**Task requirements:** Going through the data below, copy out each line where the word "service" shows up.

Collected data entries:
-- Opening Marker --
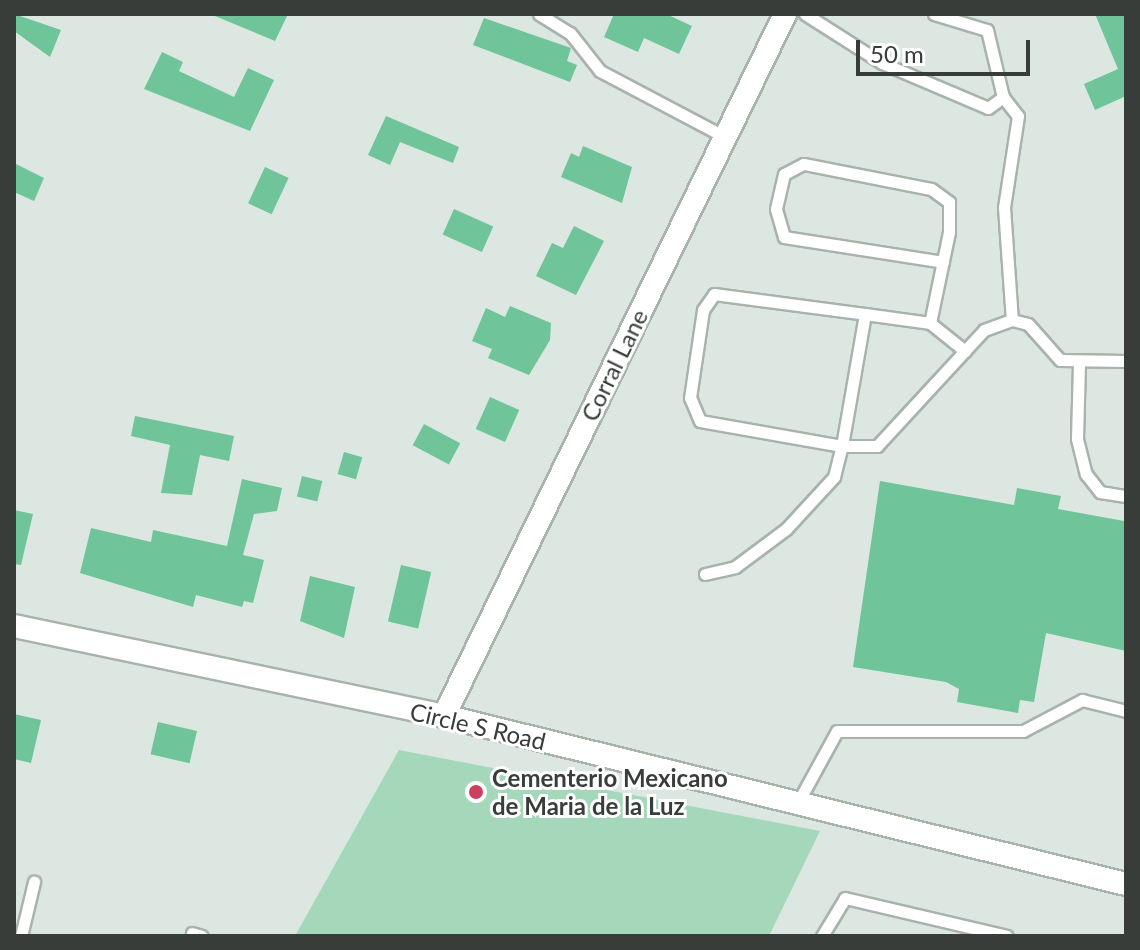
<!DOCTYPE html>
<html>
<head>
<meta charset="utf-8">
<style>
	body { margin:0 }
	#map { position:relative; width:1140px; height:950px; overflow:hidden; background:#dce7e1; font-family:Lato,sans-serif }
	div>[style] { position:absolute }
	.green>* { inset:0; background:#a5d7bb }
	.building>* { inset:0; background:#6fc499; transform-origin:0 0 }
	.roads { filter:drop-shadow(2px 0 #a8b3ac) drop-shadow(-2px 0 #a8b3ac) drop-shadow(0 2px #a8b3ac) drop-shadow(0 -2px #a8b3ac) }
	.service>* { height:11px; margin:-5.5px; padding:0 5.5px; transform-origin:5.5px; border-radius:5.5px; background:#fff }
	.minor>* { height:22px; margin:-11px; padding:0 11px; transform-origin:11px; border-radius:11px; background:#fff }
	.dots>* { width:22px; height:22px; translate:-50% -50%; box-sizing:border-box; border:4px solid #fff; border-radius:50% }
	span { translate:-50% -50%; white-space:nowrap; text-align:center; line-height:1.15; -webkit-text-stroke:6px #fff; paint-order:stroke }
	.street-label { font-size:24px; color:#383d3a }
	.poi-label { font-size:24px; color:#383d3a; font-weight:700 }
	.left { translate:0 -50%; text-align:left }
	.frame { position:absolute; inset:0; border:16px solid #383d3a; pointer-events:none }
	.scale { position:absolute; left:856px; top:40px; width:174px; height:36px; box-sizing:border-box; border:4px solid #383d3a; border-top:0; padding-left:10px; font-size:24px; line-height:28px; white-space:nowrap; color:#383d3a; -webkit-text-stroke:6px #fff; paint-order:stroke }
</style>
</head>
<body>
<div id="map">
	<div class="green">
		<div style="clip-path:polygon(399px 750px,820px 831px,769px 936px,295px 936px)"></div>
	</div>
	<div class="building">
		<div style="clip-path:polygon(14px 14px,61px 30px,50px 57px,14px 31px)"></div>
		<div style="clip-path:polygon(210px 14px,288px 14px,275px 41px)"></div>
		<div style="clip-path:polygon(614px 14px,666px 14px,692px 26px,679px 54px,644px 38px,638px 52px,604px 37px)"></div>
		<div style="clip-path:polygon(1095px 14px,1126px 14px,1126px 96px,1095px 110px,1084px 84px,1118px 69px)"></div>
		<div style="clip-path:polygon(484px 18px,571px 48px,567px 61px,577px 65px,570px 82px,473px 45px)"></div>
		<div style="clip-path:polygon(162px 52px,183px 62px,179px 71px,234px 97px,248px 68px,274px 80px,250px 131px,144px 89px)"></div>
		<div style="clip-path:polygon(386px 116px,459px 147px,453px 163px,400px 142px,390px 165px,368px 155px)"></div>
		<div style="clip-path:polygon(583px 146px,632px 167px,622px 203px,561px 177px,571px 153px,579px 157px)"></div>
		<div style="clip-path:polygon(14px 163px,44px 178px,34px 201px,14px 192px)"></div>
		<div style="left:265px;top:167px;width:26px;height:40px;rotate:25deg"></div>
		<div style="left:454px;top:209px;width:43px;height:28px;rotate:24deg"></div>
		<div style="clip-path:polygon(574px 226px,604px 241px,576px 295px,536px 276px,552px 243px,563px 248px)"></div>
		<div style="clip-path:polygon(510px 306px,551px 323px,550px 340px,529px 375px,488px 358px,492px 349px,472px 341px,486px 308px,505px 317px)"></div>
		<div style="left:490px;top:397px;width:32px;height:35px;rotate:24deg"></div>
		<div style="clip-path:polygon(135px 416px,234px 436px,229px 461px,200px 455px,192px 495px,161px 493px,170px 445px,131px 436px)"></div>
		<div style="left:424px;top:424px;width:41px;height:24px;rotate:28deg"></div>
		<div style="left:344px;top:452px;width:19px;height:23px;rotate:16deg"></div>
		<div style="left:302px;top:476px;width:21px;height:21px;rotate:14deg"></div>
		<div style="clip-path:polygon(242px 479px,282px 488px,277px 511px,254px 514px,243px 555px,264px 560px,253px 603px,244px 601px,242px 607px,196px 595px,193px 607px,80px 573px,91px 528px,151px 542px,153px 530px,227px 546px)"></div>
		<div style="clip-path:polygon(880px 481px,1014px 505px,1017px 488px,1061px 496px,1058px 509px,1124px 521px,1126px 651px,1046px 633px,1034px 702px,1020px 700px,1018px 713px,957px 702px,959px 689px,946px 682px,853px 667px)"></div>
		<div style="clip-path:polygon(14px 510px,33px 514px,21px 565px,14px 564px)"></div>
		<div style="left:401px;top:565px;width:31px;height:58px;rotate:13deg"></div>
		<div style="clip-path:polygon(310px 576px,355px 587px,344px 638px,300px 621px)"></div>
		<div style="clip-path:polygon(14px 714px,41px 720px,31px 763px,14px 759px)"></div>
		<div style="left:158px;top:722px;width:40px;height:33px;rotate:13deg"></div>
	</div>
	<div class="roads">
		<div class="service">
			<div style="left:539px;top:14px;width:36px;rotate:32deg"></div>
			<div style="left:570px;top:33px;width:48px;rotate:51.7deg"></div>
			<div style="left:600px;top:71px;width:141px;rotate:27.8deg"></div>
			<div style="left:805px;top:14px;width:91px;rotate:32.5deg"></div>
			<div style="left:882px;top:63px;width:115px;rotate:23deg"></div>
			<div style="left:988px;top:108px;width:19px;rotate:-36deg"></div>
			<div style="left:1003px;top:97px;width:24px;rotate:52deg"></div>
			<div style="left:1018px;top:116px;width:92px;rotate:98.7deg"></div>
			<div style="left:1004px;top:207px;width:113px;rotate:86deg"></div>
			<div style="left:934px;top:14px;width:55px;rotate:16.8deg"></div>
			<div style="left:987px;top:30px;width:69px;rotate:76.6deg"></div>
			<div style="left:865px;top:314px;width:134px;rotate:99.9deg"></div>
			<div style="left:842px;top:446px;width:144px;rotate:-170deg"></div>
			<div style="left:700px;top:421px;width:25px;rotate:-113deg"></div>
			<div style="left:690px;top:398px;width:89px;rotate:-81.6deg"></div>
			<div style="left:703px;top:310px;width:19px;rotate:-55deg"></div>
			<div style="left:714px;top:294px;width:152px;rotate:7.5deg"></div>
			<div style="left:865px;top:314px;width:66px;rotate:7.9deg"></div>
			<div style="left:930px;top:323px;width:45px;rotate:38.7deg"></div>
			<div style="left:930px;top:323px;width:93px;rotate:-78.2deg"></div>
			<div style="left:949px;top:232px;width:30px;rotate:-90deg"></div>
			<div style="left:949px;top:202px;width:22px;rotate:-144deg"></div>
			<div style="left:931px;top:189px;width:130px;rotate:-168.9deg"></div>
			<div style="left:803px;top:164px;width:21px;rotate:152deg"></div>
			<div style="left:784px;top:174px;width:36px;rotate:103deg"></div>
			<div style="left:776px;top:209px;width:29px;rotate:74deg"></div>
			<div style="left:784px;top:237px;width:161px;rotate:8.9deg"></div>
			<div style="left:1079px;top:363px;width:76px;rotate:91.5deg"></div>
			<div style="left:1077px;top:439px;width:36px;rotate:76deg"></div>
			<div style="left:1086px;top:474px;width:23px;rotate:52deg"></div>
			<div style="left:1100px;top:492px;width:26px;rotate:9deg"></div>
			<div style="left:705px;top:574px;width:31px;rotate:-13deg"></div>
			<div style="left:735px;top:567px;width:64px;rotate:-36.7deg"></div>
			<div style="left:786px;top:529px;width:71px;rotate:-47.3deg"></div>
			<div style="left:834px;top:477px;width:32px;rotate:-76deg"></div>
			<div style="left:842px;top:446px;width:35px"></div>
			<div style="left:877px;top:446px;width:158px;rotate:-47.3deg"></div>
			<div style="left:984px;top:330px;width:30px;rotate:-20deg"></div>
			<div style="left:1012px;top:320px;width:16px;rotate:14deg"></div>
			<div style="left:1028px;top:324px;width:48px;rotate:48.4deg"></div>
			<div style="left:1060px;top:360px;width:66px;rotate:0.9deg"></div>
			<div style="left:797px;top:804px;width:83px;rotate:-61.3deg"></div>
			<div style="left:837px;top:731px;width:186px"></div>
			<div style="left:1023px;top:731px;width:67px;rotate:-27.7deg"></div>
			<div style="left:1082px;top:700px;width:45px;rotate:14deg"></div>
			<div style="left:192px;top:933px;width:10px;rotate:17deg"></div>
			<div style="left:21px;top:936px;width:56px;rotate:-76.5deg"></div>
			<div style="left:822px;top:936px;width:44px;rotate:-58.8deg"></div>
			<div style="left:845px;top:898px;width:166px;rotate:13.2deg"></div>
		</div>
		<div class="minor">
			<div style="left:14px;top:626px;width:439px;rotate:11.8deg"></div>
			<div style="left:444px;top:716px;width:702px;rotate:13.84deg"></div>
			<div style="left:444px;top:716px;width:780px;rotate:-64.09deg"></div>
		</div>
	</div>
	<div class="dots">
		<div style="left:476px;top:792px;background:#ce3e61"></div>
	</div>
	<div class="street-label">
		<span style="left:614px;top:365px;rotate:-64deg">Corral Lane</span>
		<span style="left:478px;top:726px;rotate:13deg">Circle S Road</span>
	</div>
	<div class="poi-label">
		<span class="left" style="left:492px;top:792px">Cementerio Mexicano<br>de Maria de la Luz</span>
	</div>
	<div class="frame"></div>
	<div class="scale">50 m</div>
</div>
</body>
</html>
-- Closing Marker --
**Exercise output:**
	.service>* { height:11px; margin:-5.5px; padding:0 5.5px; transform-origin:5.5px; border-radius:5.5px; background:#fff }
		<div class="service">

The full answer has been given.